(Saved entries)

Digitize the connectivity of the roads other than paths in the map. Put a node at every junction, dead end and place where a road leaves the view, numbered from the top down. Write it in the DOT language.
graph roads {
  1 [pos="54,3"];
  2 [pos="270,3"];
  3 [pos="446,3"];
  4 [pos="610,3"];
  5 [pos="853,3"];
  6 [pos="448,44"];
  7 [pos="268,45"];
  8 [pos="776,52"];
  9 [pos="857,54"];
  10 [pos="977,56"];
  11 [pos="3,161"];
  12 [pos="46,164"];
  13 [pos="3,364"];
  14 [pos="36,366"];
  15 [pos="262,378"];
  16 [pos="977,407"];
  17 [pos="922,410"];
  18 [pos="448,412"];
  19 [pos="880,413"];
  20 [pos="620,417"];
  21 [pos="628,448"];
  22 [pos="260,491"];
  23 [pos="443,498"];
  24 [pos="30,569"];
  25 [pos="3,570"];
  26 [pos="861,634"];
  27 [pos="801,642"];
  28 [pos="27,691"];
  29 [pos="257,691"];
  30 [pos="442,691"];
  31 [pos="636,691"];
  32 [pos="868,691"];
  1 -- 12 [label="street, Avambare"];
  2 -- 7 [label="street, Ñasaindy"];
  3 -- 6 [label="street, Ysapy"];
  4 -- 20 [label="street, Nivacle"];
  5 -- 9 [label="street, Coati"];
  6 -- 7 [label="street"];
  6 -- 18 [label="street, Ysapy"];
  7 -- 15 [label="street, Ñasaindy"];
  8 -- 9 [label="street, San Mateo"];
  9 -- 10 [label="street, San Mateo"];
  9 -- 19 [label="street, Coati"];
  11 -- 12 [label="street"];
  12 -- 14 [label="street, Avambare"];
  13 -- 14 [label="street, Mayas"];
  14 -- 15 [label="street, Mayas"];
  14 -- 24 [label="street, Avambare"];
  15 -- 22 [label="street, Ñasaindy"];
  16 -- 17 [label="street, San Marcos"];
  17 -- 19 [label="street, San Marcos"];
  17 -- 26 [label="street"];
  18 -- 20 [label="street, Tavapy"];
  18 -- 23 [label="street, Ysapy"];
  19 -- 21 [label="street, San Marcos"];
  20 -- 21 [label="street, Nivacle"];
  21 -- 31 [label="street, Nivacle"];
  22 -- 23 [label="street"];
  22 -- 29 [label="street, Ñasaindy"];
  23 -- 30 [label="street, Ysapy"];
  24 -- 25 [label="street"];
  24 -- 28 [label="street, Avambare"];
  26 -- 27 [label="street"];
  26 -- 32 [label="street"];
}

Task item: Retype all of the records above without a single alteration.

Written solution:
Digitize the connectivity of the roads other than paths in the map. Put a node at every junction, dead end and place where a road leaves the view, numbered from the top down. Write it in the DOT language.
graph roads {
  1 [pos="54,3"];
  2 [pos="270,3"];
  3 [pos="446,3"];
  4 [pos="610,3"];
  5 [pos="853,3"];
  6 [pos="448,44"];
  7 [pos="268,45"];
  8 [pos="776,52"];
  9 [pos="857,54"];
  10 [pos="977,56"];
  11 [pos="3,161"];
  12 [pos="46,164"];
  13 [pos="3,364"];
  14 [pos="36,366"];
  15 [pos="262,378"];
  16 [pos="977,407"];
  17 [pos="922,410"];
  18 [pos="448,412"];
  19 [pos="880,413"];
  20 [pos="620,417"];
  21 [pos="628,448"];
  22 [pos="260,491"];
  23 [pos="443,498"];
  24 [pos="30,569"];
  25 [pos="3,570"];
  26 [pos="861,634"];
  27 [pos="801,642"];
  28 [pos="27,691"];
  29 [pos="257,691"];
  30 [pos="442,691"];
  31 [pos="636,691"];
  32 [pos="868,691"];
  1 -- 12 [label="street, Avambare"];
  2 -- 7 [label="street, Ñasaindy"];
  3 -- 6 [label="street, Ysapy"];
  4 -- 20 [label="street, Nivacle"];
  5 -- 9 [label="street, Coati"];
  6 -- 7 [label="street"];
  6 -- 18 [label="street, Ysapy"];
  7 -- 15 [label="street, Ñasaindy"];
  8 -- 9 [label="street, San Mateo"];
  9 -- 10 [label="street, San Mateo"];
  9 -- 19 [label="street, Coati"];
  11 -- 12 [label="street"];
  12 -- 14 [label="street, Avambare"];
  13 -- 14 [label="street, Mayas"];
  14 -- 15 [label="street, Mayas"];
  14 -- 24 [label="street, Avambare"];
  15 -- 22 [label="street, Ñasaindy"];
  16 -- 17 [label="street, San Marcos"];
  17 -- 19 [label="street, San Marcos"];
  17 -- 26 [label="street"];
  18 -- 20 [label="street, Tavapy"];
  18 -- 23 [label="street, Ysapy"];
  19 -- 21 [label="street, San Marcos"];
  20 -- 21 [label="street, Nivacle"];
  21 -- 31 [label="street, Nivacle"];
  22 -- 23 [label="street"];
  22 -- 29 [label="street, Ñasaindy"];
  23 -- 30 [label="street, Ysapy"];
  24 -- 25 [label="street"];
  24 -- 28 [label="street, Avambare"];
  26 -- 27 [label="street"];
  26 -- 32 [label="street"];
}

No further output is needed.